Dataset entries:
============

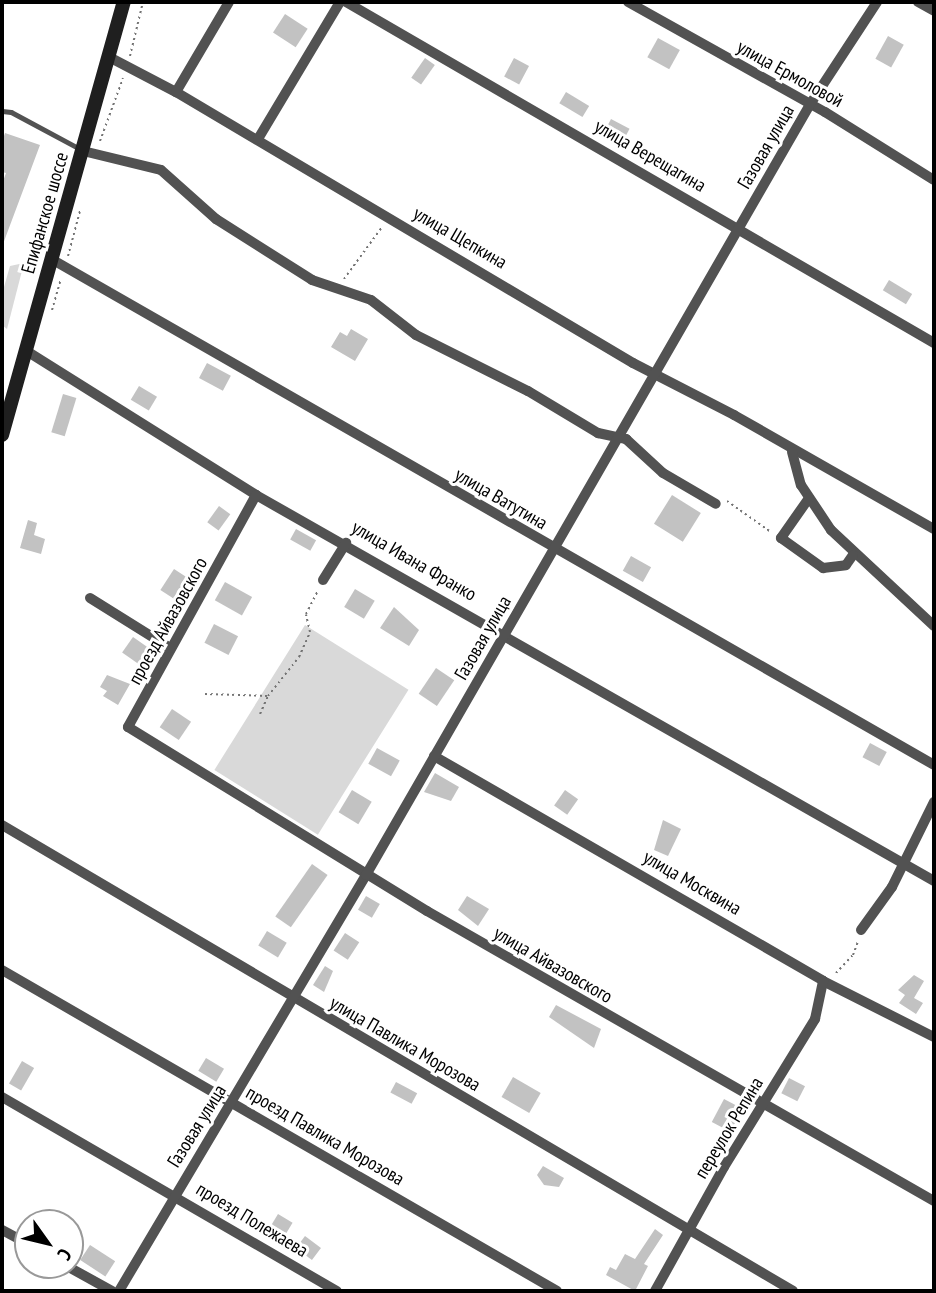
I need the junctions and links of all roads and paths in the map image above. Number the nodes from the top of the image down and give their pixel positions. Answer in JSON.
{"nodes":[{"id":1,"x":124,"y":2,"type":"edge"},
{"id":2,"x":143,"y":2,"type":"edge"},
{"id":3,"x":229,"y":2,"type":"edge"},
{"id":4,"x":340,"y":2,"type":"edge"},
{"id":5,"x":346,"y":2,"type":"edge"},
{"id":6,"x":628,"y":2,"type":"edge"},
{"id":7,"x":877,"y":2,"type":"edge"},
{"id":8,"x":918,"y":2,"type":"edge"},
{"id":9,"x":934,"y":11,"type":"edge"},
{"id":10,"x":109,"y":57,"type":"junction"},
{"id":11,"x":128,"y":65,"type":"junction"},
{"id":12,"x":176,"y":92,"type":"junction"},
{"id":13,"x":809,"y":106,"type":"junction"},
{"id":14,"x":2,"y":111,"type":"edge"},
{"id":15,"x":258,"y":139,"type":"junction"},
{"id":16,"x":89,"y":152,"type":"junction"},
{"id":17,"x":934,"y":180,"type":"edge"},
{"id":18,"x":82,"y":203,"type":"dead end"},
{"id":19,"x":389,"y":218,"type":"junction"},
{"id":20,"x":740,"y":228,"type":"junction"},
{"id":21,"x":59,"y":263,"type":"junction"},
{"id":22,"x":337,"y":291,"type":"junction"},
{"id":23,"x":49,"y":318,"type":"dead end"},
{"id":24,"x":934,"y":343,"type":"edge"},
{"id":25,"x":25,"y":350,"type":"junction"},
{"id":26,"x":656,"y":374,"type":"junction"},
{"id":27,"x":2,"y":435,"type":"edge"},
{"id":28,"x":619,"y":435,"type":"junction"},
{"id":29,"x":792,"y":452,"type":"junction"},
{"id":30,"x":257,"y":495,"type":"junction"},
{"id":31,"x":808,"y":498,"type":"junction"},
{"id":32,"x":716,"y":504,"type":"joint"},
{"id":33,"x":934,"y":530,"type":"edge"},
{"id":34,"x":781,"y":538,"type":"junction"},
{"id":35,"x":346,"y":543,"type":"junction"},
{"id":36,"x":552,"y":549,"type":"junction"},
{"id":37,"x":853,"y":555,"type":"junction"},
{"id":38,"x":323,"y":580,"type":"joint"},
{"id":39,"x":90,"y":598,"type":"dead end"},
{"id":40,"x":934,"y":626,"type":"edge"},
{"id":41,"x":506,"y":634,"type":"junction"},
{"id":42,"x":170,"y":648,"type":"junction"},
{"id":43,"x":205,"y":694,"type":"dead end"},
{"id":44,"x":268,"y":696,"type":"junction"},
{"id":45,"x":261,"y":714,"type":"dead end"},
{"id":46,"x":128,"y":727,"type":"joint"},
{"id":47,"x":434,"y":756,"type":"junction"},
{"id":48,"x":934,"y":765,"type":"edge"},
{"id":49,"x":934,"y":802,"type":"edge"},
{"id":50,"x":2,"y":825,"type":"edge"},
{"id":51,"x":901,"y":861,"type":"junction"},
{"id":52,"x":366,"y":875,"type":"junction"},
{"id":53,"x":934,"y":881,"type":"edge"},
{"id":54,"x":861,"y":930,"type":"joint"},
{"id":55,"x":2,"y":970,"type":"edge"},
{"id":56,"x":823,"y":981,"type":"junction"},
{"id":57,"x":292,"y":998,"type":"junction"},
{"id":58,"x":934,"y":1037,"type":"edge"},
{"id":59,"x":2,"y":1097,"type":"edge"},
{"id":60,"x":233,"y":1102,"type":"junction"},
{"id":61,"x":764,"y":1105,"type":"junction"},
{"id":62,"x":175,"y":1194,"type":"junction"},
{"id":63,"x":934,"y":1201,"type":"edge"},
{"id":64,"x":690,"y":1232,"type":"junction"},
{"id":65,"x":84,"y":1276,"type":"edge"},
{"id":66,"x":112,"y":1291,"type":"edge"},
{"id":67,"x":119,"y":1291,"type":"edge"},
{"id":68,"x":337,"y":1291,"type":"edge"},
{"id":69,"x":557,"y":1291,"type":"edge"},
{"id":70,"x":655,"y":1291,"type":"edge"},
{"id":71,"x":793,"y":1291,"type":"edge"}],
"edges":[{"from":1,"to":10,"type":"main road","name":"Епифанское шоссе"},
{"from":2,"to":11,"type":"path"},
{"from":3,"to":12,"type":"street"},
{"from":4,"to":15,"type":"street"},
{"from":5,"to":20,"type":"street","name":"улица Верещагина"},
{"from":6,"to":13,"type":"street","name":"улица Ермоловой"},
{"from":7,"to":13,"type":"street","name":"Газовая улица"},
{"from":8,"to":9,"type":"street"},
{"from":10,"to":11,"type":"street","name":"улица Щепкина"},
{"from":10,"to":16,"type":"main road","name":"Епифанское шоссе"},
{"from":11,"to":12,"type":"street","name":"улица Щепкина"},
{"from":11,"to":16,"type":"path"},
{"from":12,"to":15,"type":"street","name":"улица Щепкина"},
{"from":13,"to":17,"type":"street","name":"улица Ермоловой"},
{"from":13,"to":20,"type":"street","name":"Газовая улица"},
{"from":14,"to":16,"type":"lane"},
{"from":15,"to":19,"type":"street","name":"улица Щепкина"},
{"from":16,"to":21,"type":"main road","name":"Епифанское шоссе"},
{"from":16,"to":22,"type":"street"},
{"from":18,"to":21,"type":"path"},
{"from":19,"to":22,"type":"path"},
{"from":19,"to":26,"type":"street","name":"улица Щепкина"},
{"from":20,"to":24,"type":"street","name":"улица Верещагина"},
{"from":20,"to":26,"type":"street","name":"Газовая улица"},
{"from":21,"to":23,"type":"path"},
{"from":21,"to":25,"type":"main road","name":"Епифанское шоссе"},
{"from":21,"to":36,"type":"street","name":"улица Ватутина"},
{"from":22,"to":28,"type":"street"},
{"from":25,"to":27,"type":"main road","name":"Епифанское шоссе"},
{"from":25,"to":30,"type":"street","name":"улица Ивана Франко"},
{"from":26,"to":28,"type":"street","name":"Газовая улица"},
{"from":26,"to":29,"type":"street","name":"улица Щепкина"},
{"from":28,"to":32,"type":"street"},
{"from":28,"to":36,"type":"street","name":"Газовая улица"},
{"from":29,"to":31,"type":"street"},
{"from":29,"to":33,"type":"street","name":"улица Щепкина"},
{"from":30,"to":35,"type":"street","name":"улица Ивана Франко"},
{"from":30,"to":42,"type":"street","name":"проезд Айвазовского"},
{"from":31,"to":34,"type":"street"},
{"from":31,"to":37,"type":"street"},
{"from":32,"to":34,"type":"path"},
{"from":34,"to":37,"type":"street"},
{"from":35,"to":38,"type":"street"},
{"from":35,"to":41,"type":"street","name":"улица Ивана Франко"},
{"from":36,"to":41,"type":"street","name":"Газовая улица"},
{"from":36,"to":48,"type":"street","name":"улица Ватутина"},
{"from":37,"to":40,"type":"street"},
{"from":38,"to":44,"type":"path"},
{"from":39,"to":42,"type":"street"},
{"from":41,"to":47,"type":"street","name":"Газовая улица"},
{"from":41,"to":51,"type":"street","name":"улица Ивана Франко"},
{"from":42,"to":46,"type":"street","name":"проезд Айвазовского"},
{"from":43,"to":44,"type":"path"},
{"from":44,"to":45,"type":"path"},
{"from":46,"to":52,"type":"street","name":"улица Айвазовского"},
{"from":47,"to":52,"type":"street","name":"Газовая улица"},
{"from":47,"to":56,"type":"street","name":"улица Москвина"},
{"from":49,"to":51,"type":"street"},
{"from":50,"to":57,"type":"street","name":"улица Павлика Морозова"},
{"from":51,"to":53,"type":"street","name":"улица Ивана Франко"},
{"from":51,"to":54,"type":"street"},
{"from":52,"to":57,"type":"street","name":"Газовая улица"},
{"from":52,"to":61,"type":"street","name":"улица Айвазовского"},
{"from":54,"to":56,"type":"path"},
{"from":55,"to":60,"type":"street","name":"проезд Павлика Морозова"},
{"from":56,"to":58,"type":"street","name":"улица Москвина"},
{"from":56,"to":61,"type":"street","name":"переулок Репина"},
{"from":57,"to":60,"type":"street","name":"Газовая улица"},
{"from":57,"to":64,"type":"street","name":"улица Павлика Морозова"},
{"from":59,"to":62,"type":"street","name":"проезд Полежаева"},
{"from":60,"to":62,"type":"street","name":"Газовая улица"},
{"from":60,"to":69,"type":"street","name":"проезд Павлика Морозова"},
{"from":61,"to":63,"type":"street","name":"улица Айвазовского"},
{"from":61,"to":64,"type":"street","name":"переулок Репина"},
{"from":62,"to":67,"type":"street","name":"Газовая улица"},
{"from":62,"to":68,"type":"street","name":"проезд Полежаева"},
{"from":64,"to":70,"type":"street","name":"переулок Репина"},
{"from":64,"to":71,"type":"street","name":"улица Павлика Морозова"},
{"from":65,"to":66,"type":"street"}]}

============

■ **Exercise**
The answer should be one number, namely how many lines of the entries above include the string "проезд".

■ **Result below**
6